- **Work instruction**: Lines that include the string "Pahlawan" are the ones to copy from the entries below.

[[ Records, beginning ]]

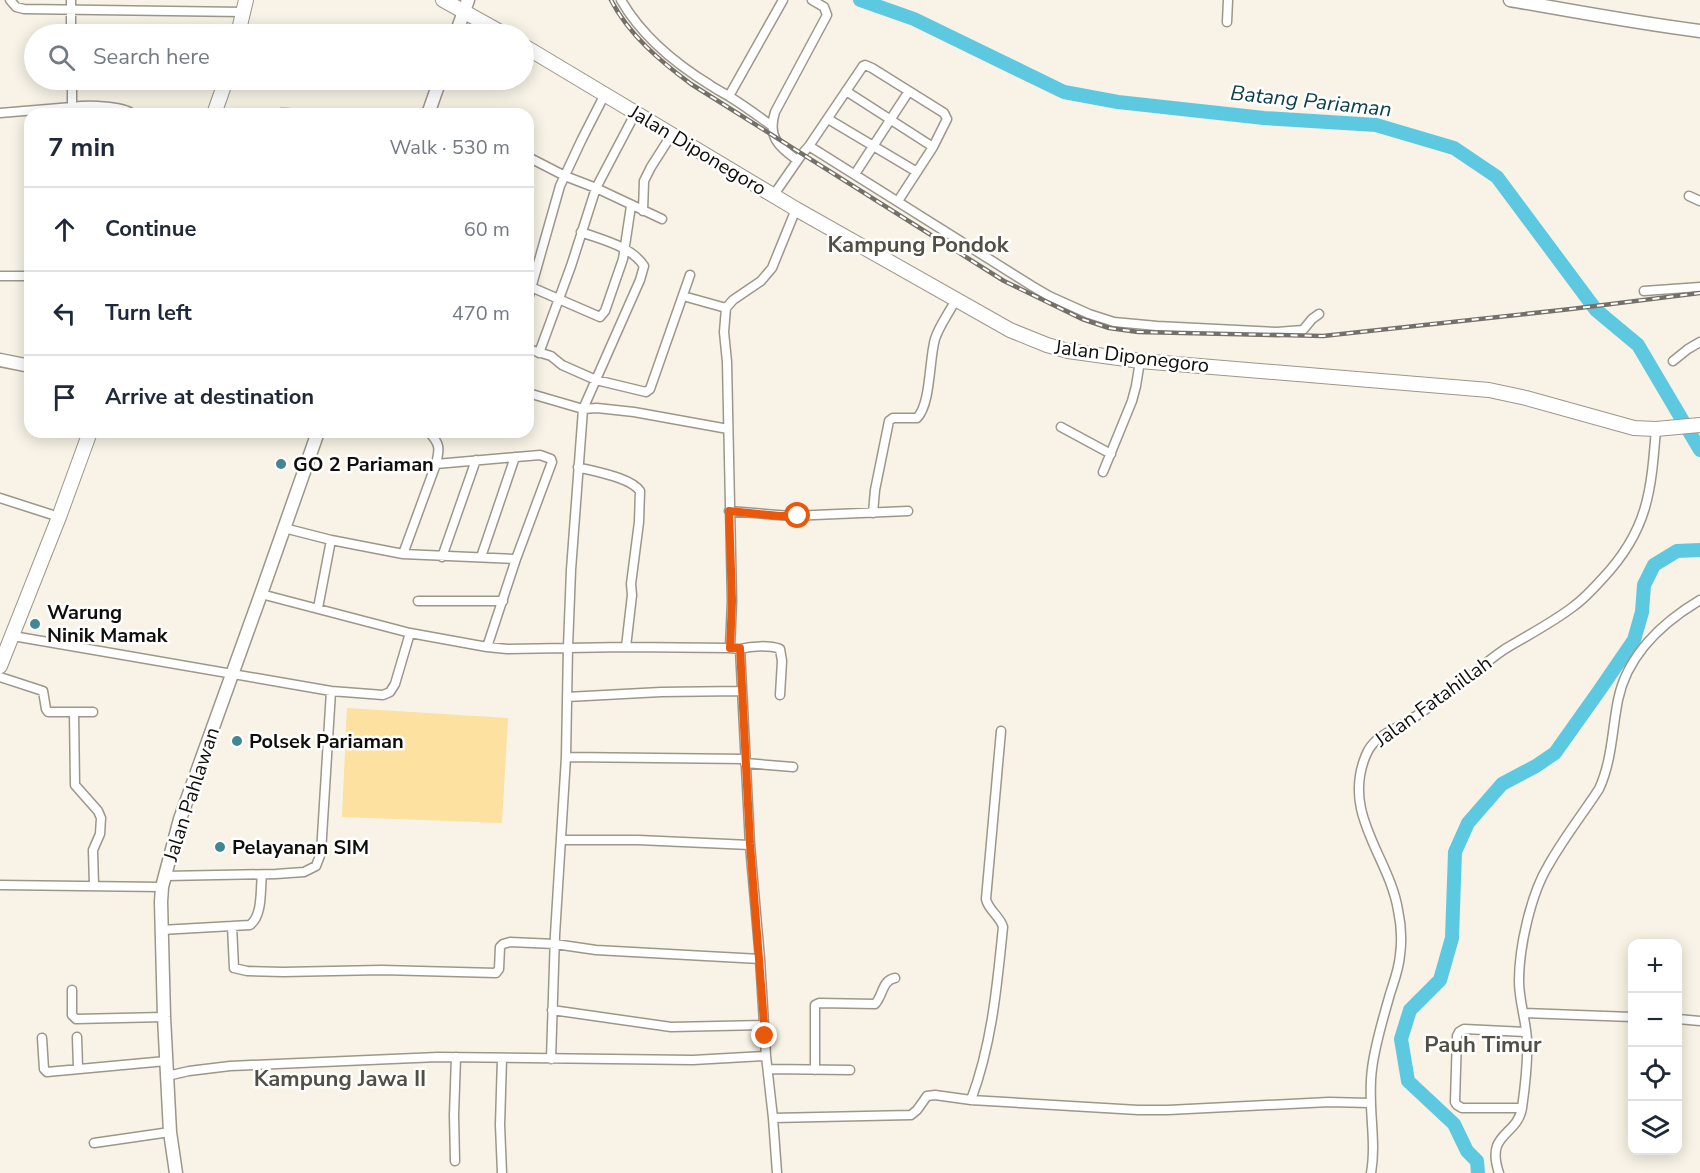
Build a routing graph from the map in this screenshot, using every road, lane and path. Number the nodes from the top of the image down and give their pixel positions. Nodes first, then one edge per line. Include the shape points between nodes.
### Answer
1 (10, 0) edge
2 (443, 0) edge
3 (621, 0) edge
4 (783, 0) edge
5 (812, 0) edge
6 (1228, 0) edge
7 (1510, 0) edge
8 (71, 5) edge
9 (244, 6) edge
10 (466, 6) edge
11 (1227, 22) dead end
12 (71, 24) edge
13 (240, 24) edge
14 (460, 24) edge
15 (490, 24) edge
16 (1700, 31) edge
17 (534, 52) edge
18 (72, 90) edge
19 (222, 90) edge
20 (436, 90) edge
21 (846, 90) junction
22 (909, 91) junction
23 (605, 94) junction
24 (729, 96) junction
25 (72, 107) junction
26 (60, 108) edge
27 (115, 108) edge
28 (216, 108) edge
29 (430, 108) edge
30 (24, 111) edge
31 (636, 112) junction
32 (0, 113) edge
33 (890, 118) junction
34 (828, 119) junction
35 (772, 126) junction
36 (672, 134) junction
37 (809, 146) junction
38 (873, 146) junction
39 (933, 147) junction
40 (534, 160) edge
41 (797, 160) junction
42 (917, 172) junction
43 (855, 174) junction
44 (565, 176) junction
45 (596, 188) junction
46 (773, 196) junction
47 (1689, 196) dead end
48 (898, 201) junction
49 (1700, 201) edge
50 (631, 206) junction
51 (796, 209) junction
52 (643, 211) junction
53 (662, 219) dead end
54 (581, 232) junction
55 (625, 248) junction
56 (690, 275) dead end
57 (0, 276) edge
58 (24, 276) edge
59 (534, 277) edge
60 (1700, 287) edge
61 (534, 288) edge
62 (1644, 291) dead end
63 (683, 296) junction
64 (558, 300) junction
65 (955, 301) junction
66 (726, 308) junction
67 (1319, 314) dead end
68 (1700, 342) edge
69 (534, 352) edge
70 (539, 353) junction
71 (0, 360) edge
72 (1140, 361) junction
73 (1673, 361) dead end
74 (24, 365) edge
75 (596, 380) junction
76 (534, 395) edge
77 (583, 409) junction
78 (1698, 425) edge
79 (1060, 427) dead end
80 (1663, 428) junction
81 (728, 429) junction
82 (79, 438) edge
83 (88, 438) edge
84 (316, 438) edge
85 (434, 438) edge
86 (1111, 453) junction
87 (515, 457) junction
88 (476, 460) junction
89 (436, 464) junction
90 (578, 467) junction
91 (1103, 472) dead end
92 (0, 498) edge
93 (908, 510) dead end
94 (729, 511) junction
95 (873, 513) junction
96 (55, 516) junction
97 (284, 528) junction
98 (331, 540) junction
99 (403, 554) junction
100 (442, 557) junction
101 (481, 557) junction
102 (516, 559) junction
103 (261, 594) junction
104 (1700, 600) edge
105 (418, 601) dead end
106 (503, 601) junction
107 (318, 608) junction
108 (410, 633) junction
109 (13, 636) junction
110 (0, 646) edge
111 (487, 647) junction
112 (568, 647) junction
113 (626, 647) junction
114 (735, 648) junction
115 (0, 666) edge
116 (232, 673) junction
117 (0, 677) edge
118 (331, 691) junction
119 (741, 691) junction
120 (780, 695) dead end
121 (567, 697) junction
122 (74, 712) junction
123 (93, 712) dead end
124 (1002, 731) dead end
125 (566, 757) junction
126 (745, 761) junction
127 (793, 767) dead end
128 (561, 840) junction
129 (750, 844) junction
130 (262, 875) junction
131 (164, 881) junction
132 (0, 885) edge
133 (94, 886) junction
134 (232, 926) junction
135 (161, 930) junction
136 (555, 944) junction
137 (760, 959) junction
138 (895, 978) dead end
139 (72, 990) dead end
140 (552, 1010) junction
141 (1524, 1013) junction
142 (164, 1017) junction
143 (1628, 1017) edge
144 (1682, 1019) edge
145 (1700, 1021) edge
146 (764, 1025) junction
147 (1526, 1032) junction
148 (77, 1037) dead end
149 (42, 1038) dead end
150 (766, 1056) junction
151 (456, 1057) junction
152 (502, 1058) junction
153 (551, 1059) junction
154 (166, 1061) junction
155 (78, 1068) junction
156 (768, 1069) junction
157 (815, 1070) junction
158 (850, 1070) dead end
159 (167, 1076) junction
160 (971, 1100) junction
161 (1370, 1103) junction
162 (1522, 1108) junction
163 (773, 1118) junction
164 (170, 1132) junction
165 (94, 1143) dead end
166 (455, 1161) dead end
167 (176, 1173) edge
168 (502, 1173) edge
169 (777, 1173) edge
170 (1371, 1173) edge
171 (1499, 1173) edge

1 - 8 street via 24,9
2 - 10 main road
3 - 24 street via 670,56
4 - 24 street
5 - 35 street via 825,8 827,15 775,112
6 - 11 street
7 - 16 street
8 - 9 street
8 - 12 street
9 - 13 main road
10 - 14 street
10 - 15 main road
17 - 23 main road, Jalan Diponegoro
18 - 25 street
19 - 28 main road
20 - 29 street
21 - 22 street via 865,65
21 - 33 street
21 - 34 street
22 - 33 street
22 - 39 street via 946,116 946,124
23 - 31 main road, Jalan Diponegoro
23 - 44 street
24 - 35 street
25 - 26 street
25 - 27 street
30 - 32 street
31 - 36 main road, Jalan Diponegoro
31 - 45 street
33 - 38 street
33 - 39 street
34 - 37 street
34 - 38 street
35 - 41 street via 779,145
36 - 46 main road, Jalan Diponegoro
36 - 52 street via 644,181
37 - 41 street
37 - 43 street
38 - 42 street
38 - 43 street
39 - 42 street
40 - 44 street
41 - 46 street
42 - 48 street
43 - 48 street
44 - 45 street
44 - 59 street
45 - 50 street
45 - 54 street
46 - 51 main road, Jalan Diponegoro
47 - 49 street
48 - 67 street via 1032,286 1105,320 1277,332 1303,330
50 - 52 street
50 - 55 street
51 - 65 main road, Jalan Diponegoro
51 - 66 street via 772,268
52 - 53 street
54 - 55 street
54 - 64 street
55 - 64 street via 618,277 600,317
55 - 75 street via 642,263 644,270
56 - 63 street
57 - 58 street
60 - 62 street
61 - 64 street
63 - 66 street
63 - 75 street via 650,389 646,392
64 - 70 street
65 - 72 main road, Jalan Diponegoro via 1047,345
65 - 95 street via 934,341 922,413 917,418 893,418 887,425
66 - 81 street
68 - 73 street
69 - 70 street
70 - 75 street
71 - 74 street
72 - 80 main road, Jalan Diponegoro via 1479,388 1624,426
72 - 86 street via 1132,401
75 - 77 street
76 - 77 street
77 - 81 street via 634,412
77 - 90 street
78 - 80 main road, Jalan Diponegoro
79 - 86 street
80 - 161 street, Jalan Fatahillah via 1645,511 1618,563 1574,606 1493,657 1433,705 1377,739 1363,760 1358,788 1360,808 1396,899 1401,946 1374,1058
81 - 94 street
82 - 96 main road
83 - 96 main road
84 - 97 street, Jalan Pahlawan
85 - 89 street via 439,446
86 - 91 street
87 - 88 street
87 - 101 street
87 - 102 street via 540,455 552,462
88 - 89 street
88 - 100 street
89 - 99 street
90 - 112 street
90 - 113 street via 628,482 640,491
92 - 96 street
93 - 95 street
94 - 95 street via 780,516
94 - 114 street
96 - 109 main road
96 - 110 main road
97 - 98 street
97 - 103 street, Jalan Pahlawan
98 - 99 street
98 - 107 street
99 - 100 street
100 - 101 street
101 - 102 street
102 - 106 street
103 - 107 street
103 - 116 street, Jalan Pahlawan
104 - 141 street via 1660,628 1638,654 1625,680 1618,699 1605,777 1536,889 1521,956 1519,987
105 - 106 street
106 - 111 street
107 - 108 street
108 - 111 street
108 - 118 street via 390,692
109 - 115 main road
109 - 116 street
111 - 112 street
112 - 113 street
112 - 121 street
113 - 114 street
114 - 119 street
114 - 120 street via 780,649
116 - 118 street
116 - 131 street, Jalan Pahlawan via 180,819
117 - 122 street via 43,691 48,712
118 - 130 street via 320,858 316,866 304,872
119 - 121 street
119 - 126 street
121 - 125 street
122 - 123 street
122 - 133 street via 75,785 101,818 93,850
124 - 160 street via 986,899 1003,927 993,1019
125 - 126 street
125 - 128 street
126 - 127 street
126 - 129 street
128 - 129 street
128 - 136 street
129 - 137 street
130 - 131 street
130 - 134 street via 254,922
131 - 133 street
131 - 135 street, Jalan Pahlawan
132 - 133 street
134 - 135 street
134 - 136 street via 234,968 247,971 495,973 499,970 498,953 503,944
135 - 142 street, Jalan Pahlawan
136 - 137 street
136 - 140 street
137 - 146 street
138 - 157 street via 887,980 875,1004 815,1005
139 - 142 street via 72,1015 76,1018
140 - 146 street via 671,1027
140 - 153 street
141 - 143 street
141 - 147 street
142 - 154 street, Jalan Pahlawan
144 - 145 street
146 - 150 street
147 - 162 street
147 - 162 street via 1464,1029 1457,1036 1456,1105
148 - 155 street
149 - 155 street via 45,1071
150 - 153 street
150 - 156 street
151 - 152 street
151 - 159 street via 230,1066
151 - 166 street
152 - 153 street
152 - 168 street
154 - 155 street
154 - 159 street, Jalan Pahlawan
156 - 157 street
156 - 163 street
157 - 158 street
159 - 164 street, Jalan Pahlawan
160 - 161 street via 1137,1110
160 - 163 street via 930,1095 911,1115
161 - 170 street, Jalan Fatahillah
162 - 171 street via 1496,1147
163 - 169 street
164 - 165 street
164 - 167 street, Jalan Pahlawan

[[ Records, end ]]

- **Response**:
84 - 97 street, Jalan Pahlawan
97 - 103 street, Jalan Pahlawan
103 - 116 street, Jalan Pahlawan
116 - 131 street, Jalan Pahlawan via 180,819
131 - 135 street, Jalan Pahlawan
135 - 142 street, Jalan Pahlawan
142 - 154 street, Jalan Pahlawan
154 - 159 street, Jalan Pahlawan
159 - 164 street, Jalan Pahlawan
164 - 167 street, Jalan Pahlawan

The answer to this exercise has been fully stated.